Data supplied —
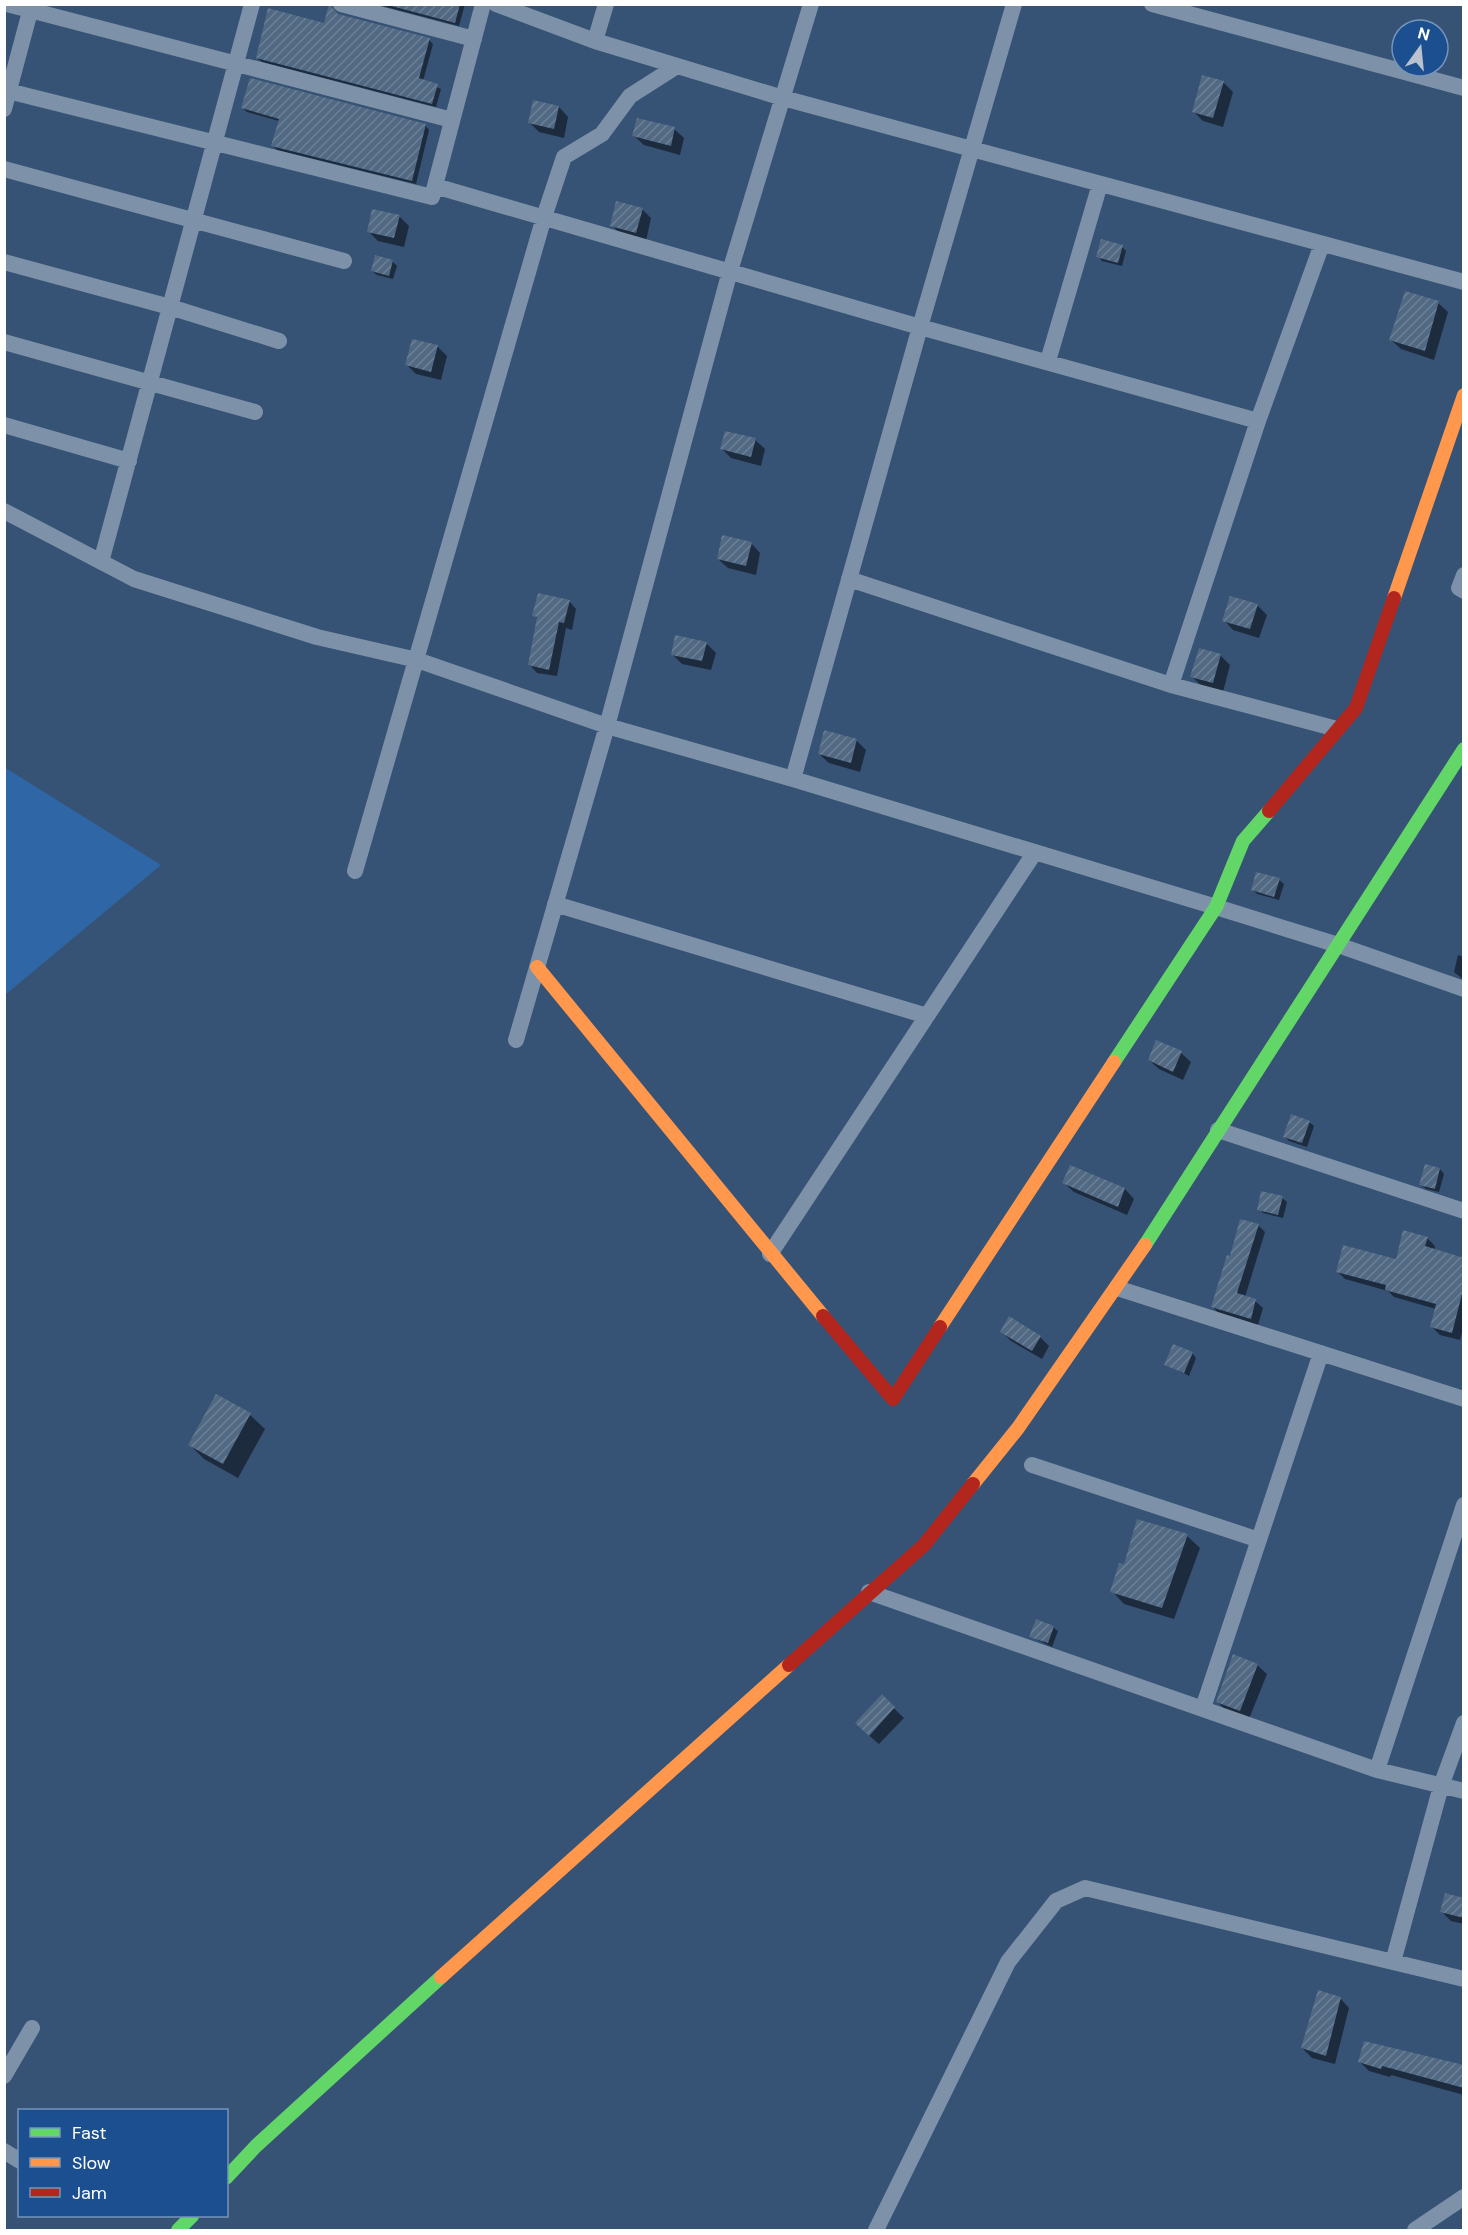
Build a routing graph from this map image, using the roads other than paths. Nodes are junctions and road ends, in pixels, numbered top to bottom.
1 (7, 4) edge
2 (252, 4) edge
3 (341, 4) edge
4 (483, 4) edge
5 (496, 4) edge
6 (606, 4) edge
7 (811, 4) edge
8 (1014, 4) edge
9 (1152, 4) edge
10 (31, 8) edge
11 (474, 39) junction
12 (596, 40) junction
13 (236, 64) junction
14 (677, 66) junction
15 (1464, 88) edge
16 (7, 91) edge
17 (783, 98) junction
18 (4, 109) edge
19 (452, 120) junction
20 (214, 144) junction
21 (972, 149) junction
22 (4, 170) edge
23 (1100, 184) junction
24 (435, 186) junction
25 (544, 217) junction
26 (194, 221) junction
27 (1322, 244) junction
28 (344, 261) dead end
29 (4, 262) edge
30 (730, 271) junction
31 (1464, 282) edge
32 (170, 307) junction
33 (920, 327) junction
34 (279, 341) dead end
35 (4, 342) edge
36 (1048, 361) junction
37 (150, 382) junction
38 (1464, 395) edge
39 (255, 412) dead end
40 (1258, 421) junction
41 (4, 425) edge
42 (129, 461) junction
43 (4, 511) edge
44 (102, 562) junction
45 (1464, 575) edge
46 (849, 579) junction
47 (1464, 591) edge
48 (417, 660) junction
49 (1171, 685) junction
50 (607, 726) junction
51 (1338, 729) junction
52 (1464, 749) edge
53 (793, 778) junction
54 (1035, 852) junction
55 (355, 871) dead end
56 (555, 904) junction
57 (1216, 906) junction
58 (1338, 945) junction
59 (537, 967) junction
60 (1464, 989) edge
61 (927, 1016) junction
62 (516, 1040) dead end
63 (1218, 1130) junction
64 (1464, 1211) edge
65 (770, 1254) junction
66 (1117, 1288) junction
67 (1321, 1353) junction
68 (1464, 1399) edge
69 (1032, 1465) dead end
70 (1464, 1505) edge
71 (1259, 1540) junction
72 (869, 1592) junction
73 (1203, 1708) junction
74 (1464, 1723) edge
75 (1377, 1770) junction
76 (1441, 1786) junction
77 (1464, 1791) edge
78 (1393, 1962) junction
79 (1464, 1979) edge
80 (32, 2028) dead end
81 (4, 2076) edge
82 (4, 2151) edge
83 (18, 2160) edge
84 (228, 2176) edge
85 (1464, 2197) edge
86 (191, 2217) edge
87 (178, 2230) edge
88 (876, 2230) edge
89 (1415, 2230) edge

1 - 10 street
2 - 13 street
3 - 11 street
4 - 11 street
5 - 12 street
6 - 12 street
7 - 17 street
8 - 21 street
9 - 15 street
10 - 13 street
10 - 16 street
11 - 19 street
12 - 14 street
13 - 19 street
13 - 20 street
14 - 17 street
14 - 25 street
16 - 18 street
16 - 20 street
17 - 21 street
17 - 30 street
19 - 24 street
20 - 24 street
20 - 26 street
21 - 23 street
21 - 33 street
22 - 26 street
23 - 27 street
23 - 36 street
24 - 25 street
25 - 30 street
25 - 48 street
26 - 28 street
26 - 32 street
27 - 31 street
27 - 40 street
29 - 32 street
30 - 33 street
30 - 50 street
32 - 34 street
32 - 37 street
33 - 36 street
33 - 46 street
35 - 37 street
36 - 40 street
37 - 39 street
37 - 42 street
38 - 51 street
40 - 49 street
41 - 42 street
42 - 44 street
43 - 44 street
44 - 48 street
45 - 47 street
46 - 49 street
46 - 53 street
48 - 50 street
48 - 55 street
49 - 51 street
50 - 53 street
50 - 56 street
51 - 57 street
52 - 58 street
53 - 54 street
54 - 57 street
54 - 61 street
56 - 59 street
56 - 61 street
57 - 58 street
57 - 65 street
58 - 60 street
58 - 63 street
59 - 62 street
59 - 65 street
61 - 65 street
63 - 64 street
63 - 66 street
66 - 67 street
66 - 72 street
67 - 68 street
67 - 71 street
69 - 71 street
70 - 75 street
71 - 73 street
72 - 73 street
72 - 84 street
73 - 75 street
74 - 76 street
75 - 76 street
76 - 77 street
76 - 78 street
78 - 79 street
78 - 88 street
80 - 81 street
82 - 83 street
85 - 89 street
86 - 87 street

Task to carry out — Report each line above containing the string "dead".

Result —
28 (344, 261) dead end
34 (279, 341) dead end
39 (255, 412) dead end
55 (355, 871) dead end
62 (516, 1040) dead end
69 (1032, 1465) dead end
80 (32, 2028) dead end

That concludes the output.